[Collected data]
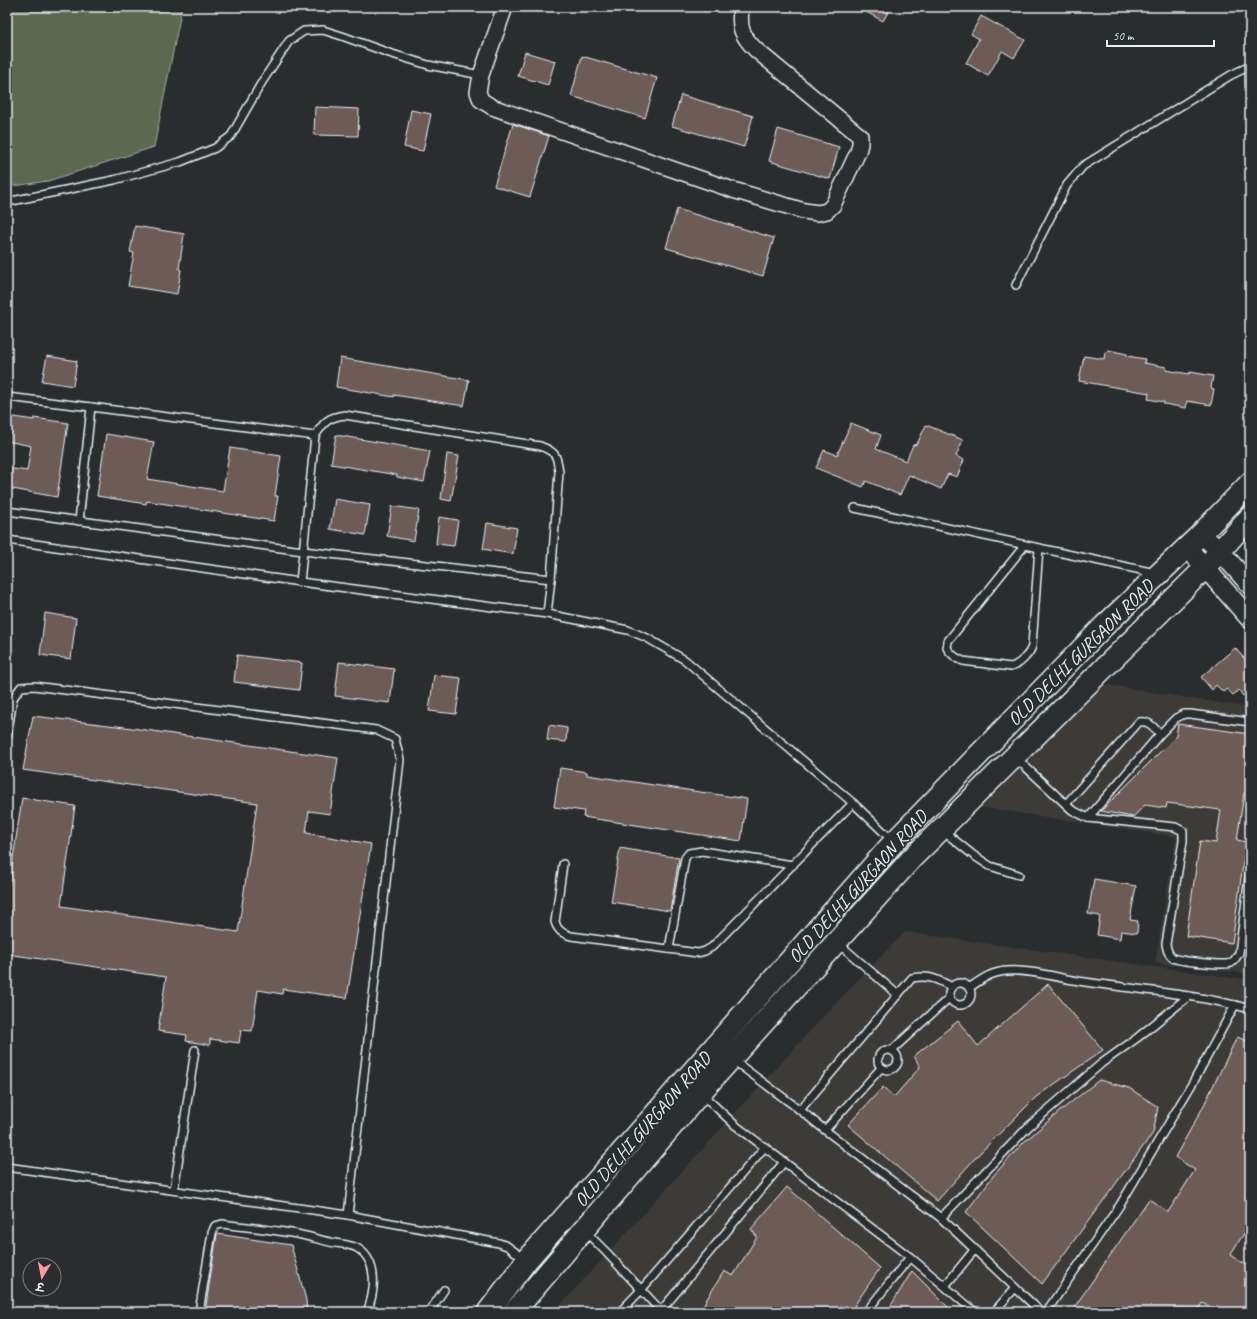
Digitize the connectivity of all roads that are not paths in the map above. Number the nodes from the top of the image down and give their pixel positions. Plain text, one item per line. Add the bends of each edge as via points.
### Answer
1 (505, 7) edge
2 (740, 7) edge
3 (1250, 66) edge
4 (481, 76) junction
5 (7, 202) edge
6 (1016, 286) dead end
7 (7, 397) edge
8 (91, 406) junction
9 (315, 436) junction
10 (1250, 484) edge
11 (854, 508) dead end
12 (7, 511) edge
13 (1250, 517) edge
14 (78, 521) junction
15 (7, 540) edge
16 (1194, 540) junction
17 (1025, 545) junction
18 (1039, 548) junction
19 (303, 551) junction
20 (1221, 552) junction
21 (1205, 568) junction
22 (1159, 574) junction
23 (551, 579) junction
24 (300, 582) junction
25 (1250, 585) edge
26 (547, 614) junction
27 (1250, 619) edge
28 (1250, 722) edge
29 (1160, 734) junction
30 (7, 738) edge
31 (1014, 757) junction
32 (853, 803) junction
33 (1066, 804) junction
34 (1088, 818) junction
35 (941, 829) junction
36 (894, 842) junction
37 (563, 864) dead end
38 (793, 865) junction
39 (1250, 870) edge
40 (1019, 875) dead end
41 (836, 942) junction
42 (669, 950) junction
43 (952, 987) junction
44 (970, 988) junction
45 (898, 994) junction
46 (1189, 996) junction
47 (950, 997) junction
48 (1235, 1005) junction
49 (1250, 1009) edge
50 (195, 1050) dead end
51 (892, 1050) junction
52 (732, 1058) junction
53 (881, 1068) junction
54 (701, 1092) junction
55 (800, 1110) junction
56 (825, 1130) junction
57 (765, 1147) junction
58 (784, 1162) junction
59 (7, 1166) edge
60 (174, 1190) junction
61 (348, 1215) junction
62 (941, 1218) junction
63 (584, 1230) junction
64 (975, 1249) junction
65 (910, 1257) junction
66 (527, 1260) junction
67 (945, 1286) junction
68 (1015, 1288) junction
69 (642, 1289) junction
70 (444, 1290) dead end
71 (495, 1310) edge
72 (200, 1312) edge
73 (367, 1312) edge
74 (429, 1312) edge
75 (514, 1312) edge
76 (620, 1312) edge
77 (661, 1312) edge
78 (866, 1312) edge
79 (975, 1312) edge
80 (994, 1312) edge
81 (1041, 1312) edge
82 (1046, 1312) edge

1 - 4 street
2 - 4 street via 740,26 747,42 860,136 858,152 827,211 804,211 734,190 492,107 481,100 478,92
3 - 6 lane via 1231,75 1084,166 1067,185
4 - 5 lane via 428,65 323,30 304,31 289,41 231,136 215,148 180,162 114,180
7 - 8 lane
8 - 9 lane
8 - 14 lane
9 - 19 lane
9 - 23 lane via 324,423 334,416 345,415 540,446 551,450 557,459 559,472
10 - 16 main road, OLD DELHI GURGAON ROAD
11 - 17 lane
12 - 14 lane
13 - 20 main road, OLD DELHI GURGAON ROAD
14 - 19 lane
15 - 24 lane
16 - 20 street
16 - 21 street
16 - 22 main road, OLD DELHI GURGAON ROAD
17 - 18 lane
17 - 18 lane via 948,641 947,648 956,658 1010,667 1028,654 1032,646
18 - 22 lane
19 - 23 lane
19 - 24 lane
20 - 21 main road, OLD DELHI GURGAON ROAD
20 - 25 street
21 - 27 street
21 - 31 main road, OLD DELHI GURGAON ROAD
22 - 36 main road, OLD DELHI GURGAON ROAD via 1104,626
23 - 26 lane
24 - 26 lane
26 - 32 lane via 628,630 685,660
28 - 29 lane via 1184,714 1176,718
29 - 33 lane via 1149,723 1139,722
29 - 34 lane
30 - 61 lane via 13,698 21,688 34,686 376,730 394,739 400,760
31 - 33 lane
31 - 35 main road, OLD DELHI GURGAON ROAD
32 - 36 lane
32 - 38 lane
33 - 34 lane
34 - 39 lane via 1175,826 1183,831 1166,944 1167,952 1173,958 1220,964 1230,964 1234,961 1239,953
35 - 40 lane via 990,866
35 - 41 main road, OLD DELHI GURGAON ROAD
36 - 66 main road, OLD DELHI GURGAON ROAD
37 - 42 lane via 555,922 557,929 571,936
38 - 42 lane via 712,947 698,953
38 - 42 lane via 702,851 688,853
41 - 45 lane
41 - 52 main road, OLD DELHI GURGAON ROAD
43 - 44 lane via 961,983
43 - 45 lane via 921,976 912,978
43 - 47 lane
44 - 46 lane via 986,976 1008,971 1023,971
44 - 47 lane via 970,999 964,1004 957,1004
45 - 55 lane
46 - 48 lane
46 - 62 lane via 1102,1063 1028,1126
47 - 51 lane
48 - 49 lane
48 - 82 lane via 1195,1079 1120,1205
50 - 60 lane
51 - 53 lane via 884,1050 878,1056
51 - 53 lane via 897,1056 897,1064 892,1069
52 - 54 main road, OLD DELHI GURGAON ROAD
52 - 55 lane
53 - 56 lane
54 - 57 lane via 735,1125
54 - 63 main road, OLD DELHI GURGAON ROAD
55 - 56 lane
56 - 62 lane
57 - 58 lane
57 - 69 lane
58 - 65 lane
58 - 77 lane
59 - 60 lane
60 - 61 lane
61 - 66 lane via 499,1243
62 - 64 lane
63 - 69 lane
63 - 75 main road, OLD DELHI GURGAON ROAD
64 - 67 lane
64 - 68 lane
65 - 67 lane
65 - 78 lane
66 - 71 main road, OLD DELHI GURGAON ROAD
67 - 79 lane
68 - 80 lane
68 - 81 lane
69 - 76 lane
69 - 77 lane
70 - 74 lane
72 - 73 lane via 212,1233 215,1226 222,1224 291,1233 356,1248 365,1255 373,1275 371,1303

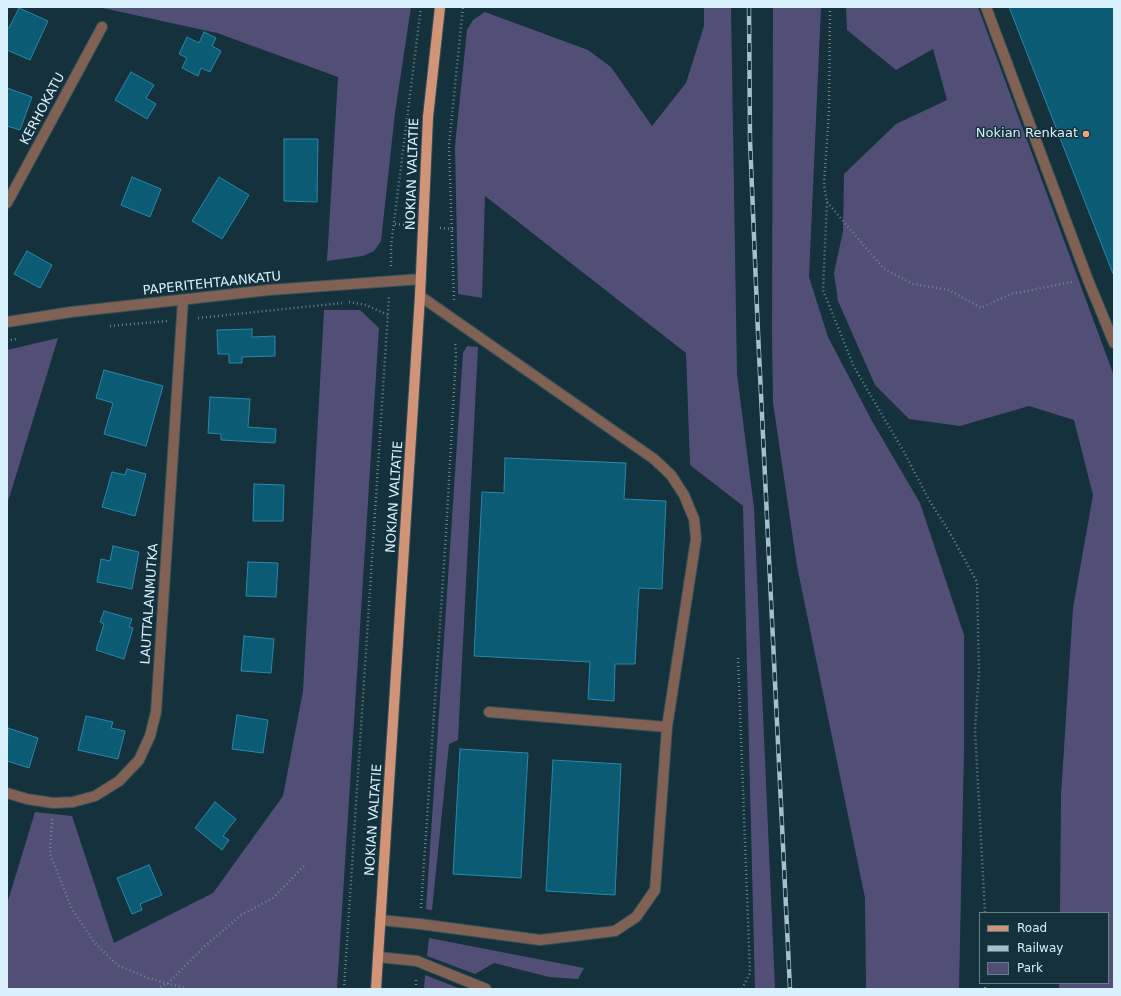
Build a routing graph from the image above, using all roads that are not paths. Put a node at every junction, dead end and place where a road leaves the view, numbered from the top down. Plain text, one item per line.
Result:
1 (440, 7) edge
2 (986, 7) edge
3 (102, 27) dead end
4 (7, 204) edge
5 (421, 279) junction
6 (420, 296) junction
7 (183, 300) junction
8 (7, 322) edge
9 (1114, 343) edge
10 (489, 712) dead end
11 (667, 727) junction
12 (7, 793) edge
13 (380, 920) junction
14 (378, 957) junction
15 (376, 989) edge
16 (486, 989) edge

1 - 5 main road, NOKIAN VALTATIE
2 - 9 street
3 - 4 street, KERHOKATU
5 - 6 main road, NOKIAN VALTATIE
5 - 7 street, PAPERITEHTAANKATU
6 - 11 street
6 - 13 main road, NOKIAN VALTATIE
7 - 8 street, PAPERITEHTAANKATU
7 - 12 street, LAUTTALANMUTKA
10 - 11 street
11 - 13 street
13 - 14 main road, NOKIAN VALTATIE
14 - 15 main road, NOKIAN VALTATIE
14 - 16 street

**Task:**
All of the records should be output exactly as they stand, with pictures omitted.

**Solution for this task:**
Digitize the connectivity of all roads that are not paths in the map above. Number the nodes from the top of the image down and give their pixel positions. Plain text, one item per line. Add the bends of each edge as via points.
### Answer
1 (505, 7) edge
2 (740, 7) edge
3 (1250, 66) edge
4 (481, 76) junction
5 (7, 202) edge
6 (1016, 286) dead end
7 (7, 397) edge
8 (91, 406) junction
9 (315, 436) junction
10 (1250, 484) edge
11 (854, 508) dead end
12 (7, 511) edge
13 (1250, 517) edge
14 (78, 521) junction
15 (7, 540) edge
16 (1194, 540) junction
17 (1025, 545) junction
18 (1039, 548) junction
19 (303, 551) junction
20 (1221, 552) junction
21 (1205, 568) junction
22 (1159, 574) junction
23 (551, 579) junction
24 (300, 582) junction
25 (1250, 585) edge
26 (547, 614) junction
27 (1250, 619) edge
28 (1250, 722) edge
29 (1160, 734) junction
30 (7, 738) edge
31 (1014, 757) junction
32 (853, 803) junction
33 (1066, 804) junction
34 (1088, 818) junction
35 (941, 829) junction
36 (894, 842) junction
37 (563, 864) dead end
38 (793, 865) junction
39 (1250, 870) edge
40 (1019, 875) dead end
41 (836, 942) junction
42 (669, 950) junction
43 (952, 987) junction
44 (970, 988) junction
45 (898, 994) junction
46 (1189, 996) junction
47 (950, 997) junction
48 (1235, 1005) junction
49 (1250, 1009) edge
50 (195, 1050) dead end
51 (892, 1050) junction
52 (732, 1058) junction
53 (881, 1068) junction
54 (701, 1092) junction
55 (800, 1110) junction
56 (825, 1130) junction
57 (765, 1147) junction
58 (784, 1162) junction
59 (7, 1166) edge
60 (174, 1190) junction
61 (348, 1215) junction
62 (941, 1218) junction
63 (584, 1230) junction
64 (975, 1249) junction
65 (910, 1257) junction
66 (527, 1260) junction
67 (945, 1286) junction
68 (1015, 1288) junction
69 (642, 1289) junction
70 (444, 1290) dead end
71 (495, 1310) edge
72 (200, 1312) edge
73 (367, 1312) edge
74 (429, 1312) edge
75 (514, 1312) edge
76 (620, 1312) edge
77 (661, 1312) edge
78 (866, 1312) edge
79 (975, 1312) edge
80 (994, 1312) edge
81 (1041, 1312) edge
82 (1046, 1312) edge

1 - 4 street
2 - 4 street via 740,26 747,42 860,136 858,152 827,211 804,211 734,190 492,107 481,100 478,92
3 - 6 lane via 1231,75 1084,166 1067,185
4 - 5 lane via 428,65 323,30 304,31 289,41 231,136 215,148 180,162 114,180
7 - 8 lane
8 - 9 lane
8 - 14 lane
9 - 19 lane
9 - 23 lane via 324,423 334,416 345,415 540,446 551,450 557,459 559,472
10 - 16 main road, OLD DELHI GURGAON ROAD
11 - 17 lane
12 - 14 lane
13 - 20 main road, OLD DELHI GURGAON ROAD
14 - 19 lane
15 - 24 lane
16 - 20 street
16 - 21 street
16 - 22 main road, OLD DELHI GURGAON ROAD
17 - 18 lane
17 - 18 lane via 948,641 947,648 956,658 1010,667 1028,654 1032,646
18 - 22 lane
19 - 23 lane
19 - 24 lane
20 - 21 main road, OLD DELHI GURGAON ROAD
20 - 25 street
21 - 27 street
21 - 31 main road, OLD DELHI GURGAON ROAD
22 - 36 main road, OLD DELHI GURGAON ROAD via 1104,626
23 - 26 lane
24 - 26 lane
26 - 32 lane via 628,630 685,660
28 - 29 lane via 1184,714 1176,718
29 - 33 lane via 1149,723 1139,722
29 - 34 lane
30 - 61 lane via 13,698 21,688 34,686 376,730 394,739 400,760
31 - 33 lane
31 - 35 main road, OLD DELHI GURGAON ROAD
32 - 36 lane
32 - 38 lane
33 - 34 lane
34 - 39 lane via 1175,826 1183,831 1166,944 1167,952 1173,958 1220,964 1230,964 1234,961 1239,953
35 - 40 lane via 990,866
35 - 41 main road, OLD DELHI GURGAON ROAD
36 - 66 main road, OLD DELHI GURGAON ROAD
37 - 42 lane via 555,922 557,929 571,936
38 - 42 lane via 712,947 698,953
38 - 42 lane via 702,851 688,853
41 - 45 lane
41 - 52 main road, OLD DELHI GURGAON ROAD
43 - 44 lane via 961,983
43 - 45 lane via 921,976 912,978
43 - 47 lane
44 - 46 lane via 986,976 1008,971 1023,971
44 - 47 lane via 970,999 964,1004 957,1004
45 - 55 lane
46 - 48 lane
46 - 62 lane via 1102,1063 1028,1126
47 - 51 lane
48 - 49 lane
48 - 82 lane via 1195,1079 1120,1205
50 - 60 lane
51 - 53 lane via 884,1050 878,1056
51 - 53 lane via 897,1056 897,1064 892,1069
52 - 54 main road, OLD DELHI GURGAON ROAD
52 - 55 lane
53 - 56 lane
54 - 57 lane via 735,1125
54 - 63 main road, OLD DELHI GURGAON ROAD
55 - 56 lane
56 - 62 lane
57 - 58 lane
57 - 69 lane
58 - 65 lane
58 - 77 lane
59 - 60 lane
60 - 61 lane
61 - 66 lane via 499,1243
62 - 64 lane
63 - 69 lane
63 - 75 main road, OLD DELHI GURGAON ROAD
64 - 67 lane
64 - 68 lane
65 - 67 lane
65 - 78 lane
66 - 71 main road, OLD DELHI GURGAON ROAD
67 - 79 lane
68 - 80 lane
68 - 81 lane
69 - 76 lane
69 - 77 lane
70 - 74 lane
72 - 73 lane via 212,1233 215,1226 222,1224 291,1233 356,1248 365,1255 373,1275 371,1303

Build a routing graph from the image above, using all roads that are not paths. Put a node at every junction, dead end and place where a road leaves the view, numbered from the top down. Plain text, one item per line.
Result:
1 (440, 7) edge
2 (986, 7) edge
3 (102, 27) dead end
4 (7, 204) edge
5 (421, 279) junction
6 (420, 296) junction
7 (183, 300) junction
8 (7, 322) edge
9 (1114, 343) edge
10 (489, 712) dead end
11 (667, 727) junction
12 (7, 793) edge
13 (380, 920) junction
14 (378, 957) junction
15 (376, 989) edge
16 (486, 989) edge

1 - 5 main road, NOKIAN VALTATIE
2 - 9 street
3 - 4 street, KERHOKATU
5 - 6 main road, NOKIAN VALTATIE
5 - 7 street, PAPERITEHTAANKATU
6 - 11 street
6 - 13 main road, NOKIAN VALTATIE
7 - 8 street, PAPERITEHTAANKATU
7 - 12 street, LAUTTALANMUTKA
10 - 11 street
11 - 13 street
13 - 14 main road, NOKIAN VALTATIE
14 - 15 main road, NOKIAN VALTATIE
14 - 16 street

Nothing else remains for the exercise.